A scientist at the international research agency learned of the herbicide resistant rice and requested and received from the donor agency herbicide resistant rice seed for commercial production. The scientist wanted the seed because using the seed would eliminate the chemical load on the environment, and reduce production costs.
In Colombia, typical rice culture consists of tilling the soil, irrigating to germinate all seeds, and chemically killing the emerged seedlings. This process is repeated three times before the seedbed is ready to plant.
The case may be used to explore three sorts of questions.
First, it raises a general question in environmental ethics. Is herbicide resistant (HR) rice a good idea from an environmental perspective? Prima facie, it sounds like a bad idea to bioengineer rice to be resistant to herbicides, because we do not know all of the synergestic effects that come from the use of synthetic chemicals in agroecosystems.

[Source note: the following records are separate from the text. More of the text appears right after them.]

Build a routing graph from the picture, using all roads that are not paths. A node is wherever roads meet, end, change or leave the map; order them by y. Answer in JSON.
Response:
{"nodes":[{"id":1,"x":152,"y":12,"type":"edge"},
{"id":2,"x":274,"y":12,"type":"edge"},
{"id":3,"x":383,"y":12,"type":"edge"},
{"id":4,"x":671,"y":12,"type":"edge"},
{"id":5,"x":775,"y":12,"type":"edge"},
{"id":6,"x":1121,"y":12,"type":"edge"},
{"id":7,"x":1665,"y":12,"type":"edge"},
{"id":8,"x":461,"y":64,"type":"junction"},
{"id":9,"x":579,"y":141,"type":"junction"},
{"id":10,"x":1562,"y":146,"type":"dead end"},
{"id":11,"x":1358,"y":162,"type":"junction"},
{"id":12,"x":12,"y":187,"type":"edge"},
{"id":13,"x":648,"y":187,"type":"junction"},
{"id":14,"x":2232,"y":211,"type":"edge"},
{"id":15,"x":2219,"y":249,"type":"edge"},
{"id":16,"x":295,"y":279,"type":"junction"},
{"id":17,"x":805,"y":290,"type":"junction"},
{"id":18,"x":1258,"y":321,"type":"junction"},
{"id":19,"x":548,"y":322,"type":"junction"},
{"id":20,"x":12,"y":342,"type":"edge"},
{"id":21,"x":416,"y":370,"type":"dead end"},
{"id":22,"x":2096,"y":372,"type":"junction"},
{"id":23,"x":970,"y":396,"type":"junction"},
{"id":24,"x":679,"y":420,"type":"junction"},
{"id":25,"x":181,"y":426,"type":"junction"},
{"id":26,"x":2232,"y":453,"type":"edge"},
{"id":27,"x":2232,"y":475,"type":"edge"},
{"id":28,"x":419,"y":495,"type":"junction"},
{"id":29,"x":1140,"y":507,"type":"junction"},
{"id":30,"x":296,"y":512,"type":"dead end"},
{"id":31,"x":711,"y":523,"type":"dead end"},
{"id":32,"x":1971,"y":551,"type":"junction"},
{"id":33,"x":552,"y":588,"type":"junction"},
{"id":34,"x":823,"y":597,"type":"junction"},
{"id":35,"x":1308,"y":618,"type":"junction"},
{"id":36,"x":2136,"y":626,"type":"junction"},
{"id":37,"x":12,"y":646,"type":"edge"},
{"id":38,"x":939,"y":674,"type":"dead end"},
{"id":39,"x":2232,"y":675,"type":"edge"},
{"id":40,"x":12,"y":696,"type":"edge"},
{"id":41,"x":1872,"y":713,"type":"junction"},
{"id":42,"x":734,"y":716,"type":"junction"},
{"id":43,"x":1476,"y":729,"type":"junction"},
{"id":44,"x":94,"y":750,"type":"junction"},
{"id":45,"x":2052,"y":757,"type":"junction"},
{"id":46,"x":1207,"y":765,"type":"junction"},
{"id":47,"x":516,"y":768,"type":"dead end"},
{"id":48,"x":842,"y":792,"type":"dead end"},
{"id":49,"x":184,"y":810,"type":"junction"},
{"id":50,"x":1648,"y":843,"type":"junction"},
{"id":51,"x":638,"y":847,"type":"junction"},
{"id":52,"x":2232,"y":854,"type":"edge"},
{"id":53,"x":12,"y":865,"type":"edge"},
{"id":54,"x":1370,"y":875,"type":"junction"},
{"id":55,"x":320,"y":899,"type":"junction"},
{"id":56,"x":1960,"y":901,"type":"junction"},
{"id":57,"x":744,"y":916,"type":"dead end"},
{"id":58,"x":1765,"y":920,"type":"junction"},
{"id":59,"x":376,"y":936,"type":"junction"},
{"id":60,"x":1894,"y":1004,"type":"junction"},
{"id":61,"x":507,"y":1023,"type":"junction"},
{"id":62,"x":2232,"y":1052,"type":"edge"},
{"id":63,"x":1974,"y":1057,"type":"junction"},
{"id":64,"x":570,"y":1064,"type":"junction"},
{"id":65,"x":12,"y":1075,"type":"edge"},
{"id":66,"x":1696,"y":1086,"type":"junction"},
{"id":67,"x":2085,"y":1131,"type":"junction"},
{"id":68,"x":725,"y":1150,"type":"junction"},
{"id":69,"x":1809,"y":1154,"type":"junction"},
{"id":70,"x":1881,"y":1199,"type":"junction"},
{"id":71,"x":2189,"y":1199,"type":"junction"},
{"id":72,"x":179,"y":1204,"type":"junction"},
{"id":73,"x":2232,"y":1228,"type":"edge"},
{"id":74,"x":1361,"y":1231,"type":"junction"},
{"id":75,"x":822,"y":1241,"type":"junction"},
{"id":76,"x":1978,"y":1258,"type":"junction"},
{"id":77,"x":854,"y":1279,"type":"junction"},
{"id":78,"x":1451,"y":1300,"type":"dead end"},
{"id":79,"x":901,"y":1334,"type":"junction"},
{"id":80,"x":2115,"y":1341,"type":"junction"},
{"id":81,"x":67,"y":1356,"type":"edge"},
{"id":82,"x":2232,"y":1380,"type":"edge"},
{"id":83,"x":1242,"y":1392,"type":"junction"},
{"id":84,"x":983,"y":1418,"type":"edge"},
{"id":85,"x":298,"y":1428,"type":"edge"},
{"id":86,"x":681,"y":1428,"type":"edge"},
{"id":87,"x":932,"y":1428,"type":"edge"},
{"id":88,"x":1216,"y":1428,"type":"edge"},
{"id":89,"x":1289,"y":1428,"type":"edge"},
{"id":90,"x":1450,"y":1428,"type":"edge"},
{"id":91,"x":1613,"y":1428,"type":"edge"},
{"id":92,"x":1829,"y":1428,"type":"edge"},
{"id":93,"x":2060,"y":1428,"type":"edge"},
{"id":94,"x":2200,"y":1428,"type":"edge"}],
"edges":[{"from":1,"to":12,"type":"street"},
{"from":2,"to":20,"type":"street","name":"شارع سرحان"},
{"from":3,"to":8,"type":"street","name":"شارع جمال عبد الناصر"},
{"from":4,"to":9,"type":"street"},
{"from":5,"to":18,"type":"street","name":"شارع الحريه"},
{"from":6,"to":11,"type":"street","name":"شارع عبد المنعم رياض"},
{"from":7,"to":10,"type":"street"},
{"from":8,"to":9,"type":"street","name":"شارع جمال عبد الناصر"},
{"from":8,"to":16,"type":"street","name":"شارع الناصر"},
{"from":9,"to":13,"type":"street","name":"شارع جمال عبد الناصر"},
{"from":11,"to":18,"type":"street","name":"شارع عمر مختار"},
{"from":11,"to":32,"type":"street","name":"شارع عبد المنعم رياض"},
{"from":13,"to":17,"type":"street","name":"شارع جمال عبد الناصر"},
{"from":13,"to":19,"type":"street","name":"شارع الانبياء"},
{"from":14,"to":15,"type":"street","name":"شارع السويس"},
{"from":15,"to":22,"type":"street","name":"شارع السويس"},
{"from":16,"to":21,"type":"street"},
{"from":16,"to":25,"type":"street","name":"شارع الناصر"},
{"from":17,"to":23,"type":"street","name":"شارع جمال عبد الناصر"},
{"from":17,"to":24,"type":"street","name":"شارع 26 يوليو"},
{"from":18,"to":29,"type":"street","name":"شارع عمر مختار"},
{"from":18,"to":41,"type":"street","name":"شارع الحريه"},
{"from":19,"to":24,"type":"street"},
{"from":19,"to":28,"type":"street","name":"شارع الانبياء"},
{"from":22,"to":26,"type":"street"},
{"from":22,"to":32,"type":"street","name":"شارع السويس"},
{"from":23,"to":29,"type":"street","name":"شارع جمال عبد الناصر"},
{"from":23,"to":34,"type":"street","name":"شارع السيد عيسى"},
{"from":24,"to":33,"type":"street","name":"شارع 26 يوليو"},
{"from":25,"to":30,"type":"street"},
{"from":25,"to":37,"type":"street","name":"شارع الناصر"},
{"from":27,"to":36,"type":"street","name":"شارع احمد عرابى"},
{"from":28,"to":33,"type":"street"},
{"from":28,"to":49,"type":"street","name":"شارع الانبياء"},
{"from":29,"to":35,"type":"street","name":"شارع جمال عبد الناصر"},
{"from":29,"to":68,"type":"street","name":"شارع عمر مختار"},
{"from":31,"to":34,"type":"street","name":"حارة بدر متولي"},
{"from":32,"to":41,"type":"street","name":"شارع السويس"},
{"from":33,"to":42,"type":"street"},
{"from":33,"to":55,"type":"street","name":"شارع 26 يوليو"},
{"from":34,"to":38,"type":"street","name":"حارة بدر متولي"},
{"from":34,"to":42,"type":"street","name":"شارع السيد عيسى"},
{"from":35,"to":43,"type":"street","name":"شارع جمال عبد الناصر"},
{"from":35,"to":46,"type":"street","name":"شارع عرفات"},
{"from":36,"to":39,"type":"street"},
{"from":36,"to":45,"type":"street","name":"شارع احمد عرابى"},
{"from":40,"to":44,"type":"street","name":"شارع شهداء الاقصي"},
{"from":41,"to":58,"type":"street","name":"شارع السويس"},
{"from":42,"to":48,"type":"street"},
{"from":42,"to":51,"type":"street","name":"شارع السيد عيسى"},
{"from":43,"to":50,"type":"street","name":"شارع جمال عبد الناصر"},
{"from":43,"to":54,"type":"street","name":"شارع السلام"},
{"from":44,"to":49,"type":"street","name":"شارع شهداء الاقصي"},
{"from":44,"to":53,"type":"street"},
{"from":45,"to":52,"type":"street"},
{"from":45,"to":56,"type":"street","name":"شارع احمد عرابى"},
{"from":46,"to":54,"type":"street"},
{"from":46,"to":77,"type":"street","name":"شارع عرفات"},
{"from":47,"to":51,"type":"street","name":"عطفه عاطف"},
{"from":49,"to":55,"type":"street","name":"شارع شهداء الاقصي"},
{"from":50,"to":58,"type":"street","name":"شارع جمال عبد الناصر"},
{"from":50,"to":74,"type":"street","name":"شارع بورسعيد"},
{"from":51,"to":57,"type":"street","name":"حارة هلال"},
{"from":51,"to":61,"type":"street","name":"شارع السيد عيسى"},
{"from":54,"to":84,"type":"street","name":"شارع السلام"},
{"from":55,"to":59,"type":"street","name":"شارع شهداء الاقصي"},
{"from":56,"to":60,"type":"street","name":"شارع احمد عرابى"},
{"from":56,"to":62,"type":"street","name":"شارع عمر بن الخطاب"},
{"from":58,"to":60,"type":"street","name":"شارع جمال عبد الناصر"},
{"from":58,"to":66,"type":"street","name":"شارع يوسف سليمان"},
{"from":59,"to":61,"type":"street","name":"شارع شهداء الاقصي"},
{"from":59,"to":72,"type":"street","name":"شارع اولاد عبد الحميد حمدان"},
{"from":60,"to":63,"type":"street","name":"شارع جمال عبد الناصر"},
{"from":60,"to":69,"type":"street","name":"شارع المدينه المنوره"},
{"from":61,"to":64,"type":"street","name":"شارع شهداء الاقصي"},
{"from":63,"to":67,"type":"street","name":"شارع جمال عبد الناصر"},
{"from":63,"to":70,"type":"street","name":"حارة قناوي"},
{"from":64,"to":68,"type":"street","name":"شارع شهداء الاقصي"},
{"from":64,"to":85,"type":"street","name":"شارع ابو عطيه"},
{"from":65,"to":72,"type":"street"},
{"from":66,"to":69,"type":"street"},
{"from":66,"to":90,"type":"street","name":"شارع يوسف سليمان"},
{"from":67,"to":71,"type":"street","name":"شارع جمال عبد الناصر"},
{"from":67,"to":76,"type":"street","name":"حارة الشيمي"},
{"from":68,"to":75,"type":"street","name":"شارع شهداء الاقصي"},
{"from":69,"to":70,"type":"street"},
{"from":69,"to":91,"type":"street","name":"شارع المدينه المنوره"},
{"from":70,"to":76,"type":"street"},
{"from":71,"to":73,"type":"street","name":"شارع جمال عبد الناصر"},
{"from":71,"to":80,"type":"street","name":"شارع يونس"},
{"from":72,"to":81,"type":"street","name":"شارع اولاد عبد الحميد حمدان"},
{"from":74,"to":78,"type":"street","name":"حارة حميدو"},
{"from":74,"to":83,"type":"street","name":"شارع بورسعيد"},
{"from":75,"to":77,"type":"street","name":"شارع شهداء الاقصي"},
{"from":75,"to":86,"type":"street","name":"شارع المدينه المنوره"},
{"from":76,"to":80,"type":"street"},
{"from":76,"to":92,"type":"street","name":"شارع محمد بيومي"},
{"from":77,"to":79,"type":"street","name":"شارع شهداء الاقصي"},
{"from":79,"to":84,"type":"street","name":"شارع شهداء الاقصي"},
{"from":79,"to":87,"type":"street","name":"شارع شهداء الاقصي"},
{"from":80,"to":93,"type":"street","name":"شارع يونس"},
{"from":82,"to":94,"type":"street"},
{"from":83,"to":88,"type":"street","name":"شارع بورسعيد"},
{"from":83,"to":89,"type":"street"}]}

Why not engineer rice to outcompete weeds, to be "weed resistant' as it were, rather than to be capable of growing in different doses and mixes of herbicides? This question is presssing, especially in areas like Indiana and Iowa, where farm chemicals have been showing up in wells for years.
Second, it raises a specific question in international ethics. Why did the international research agency decide that HR rice was a bad idea for domestic U.S. production, but a good idea for Colombia? One answer might be that: (a) there was a fear that through outcropping the HR might be transferred to the red rice weed in the U.S. and (b) that rice production is more critical to the wellbeing of Colombians than it is to people in the U.S., rice being a staple crop for Colombians. But why allow HR rice to be used in Colombia if the potential for outcrossing is so severe? In the long run, the deleterious results of using HR rice in Colombia might be worse than the long term results of using HR rice in the U.S. if indeed rice is a more basic food for Colombians than for us.
Third, it raises a question about autonomy. Who should decide questions such as those posed above? The individual in charge of the project at the agency that is funding the research? The administrators of that agency? The U.S. government? The Colombian government? An international environmental regulatory committee? The farmers, U.S. or Colombian, who stand to profit or lose from using the technology? The consumers, domestic or international, whose food bills and safety will be affected?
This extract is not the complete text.